Accordingly, we validated our risk signature in another data set from the ICGC, which is publicly available database providing the international community with comprehensive genomic data for various cancer types. The predictive value of TAIG still maintained superior with AUC = 0.72. Though the P value of log-rank test in Kaplan-Meier analysis was 0.083, we considered the marginal difference resulted from the smaller sample size with only 91 patients and the median cutoff was defined improperly that need to be further optimized. Taken together, it is our first attempt to uncover the risk immune signature in ccRCC based on large samples with high-throughput data. Additionally, we discussed the TMB and TAIG-related infiltrating immune cells. Characterization of immune landscape from tumor-associated immune gene signature to relative prognostic immune cell profiles in microenvironment favor our comprehensive understanding of prognosis, even immunotherapy strategies in ccRCC.

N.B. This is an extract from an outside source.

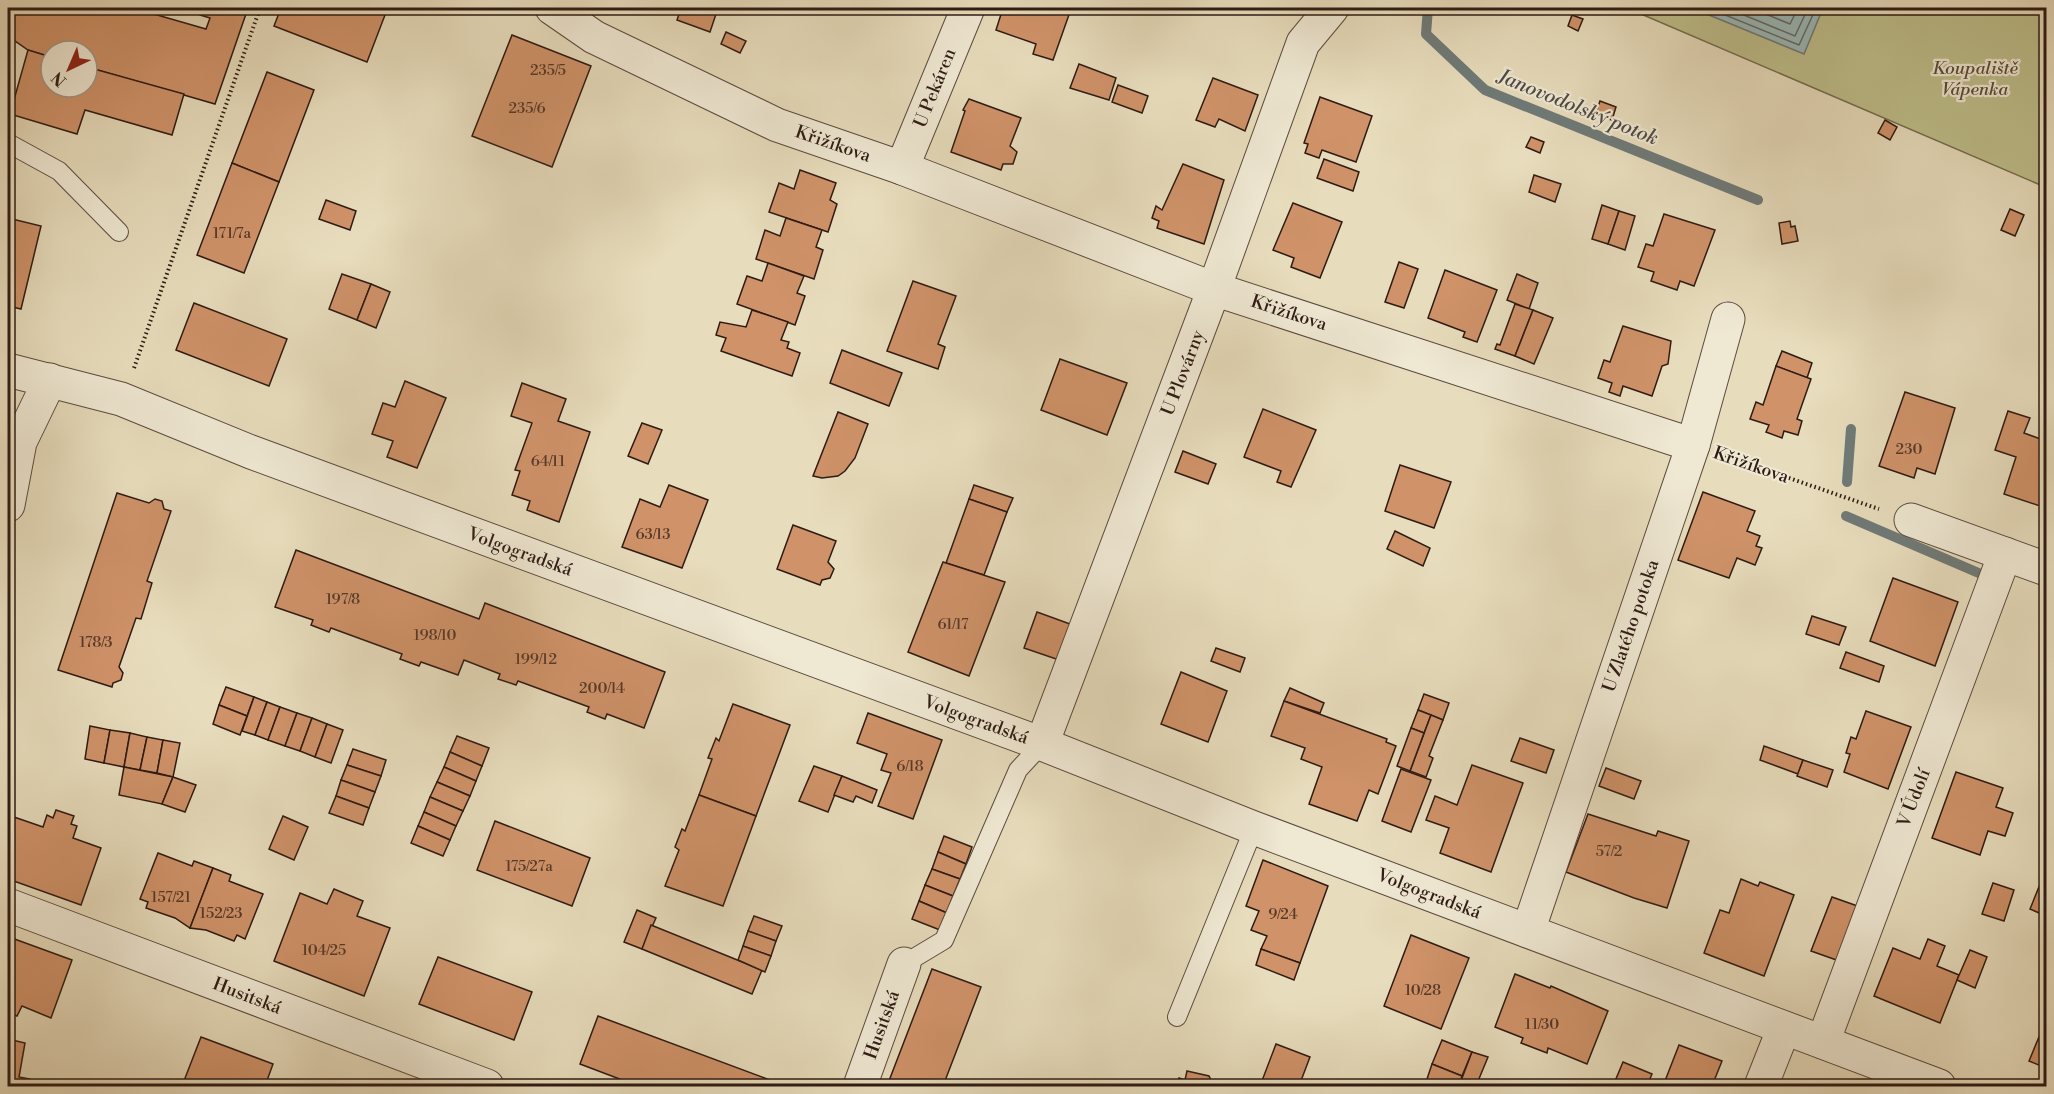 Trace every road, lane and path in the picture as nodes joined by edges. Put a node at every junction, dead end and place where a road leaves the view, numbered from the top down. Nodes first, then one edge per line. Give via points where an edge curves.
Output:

However, there existed several problems in our work as the following. Firstly, the correlation between TAIG with TMB or immune infiltrates was calculated based on statistics, the actual regulatory mechanisms among them are warranted for further demonstration. Secondly, the fractions or prognostic value of TAIG-related immune cells might be validated by flow cytometry. Lastly, the clinical significance of TAIG needs to be determined by our own cohort which we are preparing to conduct in next work.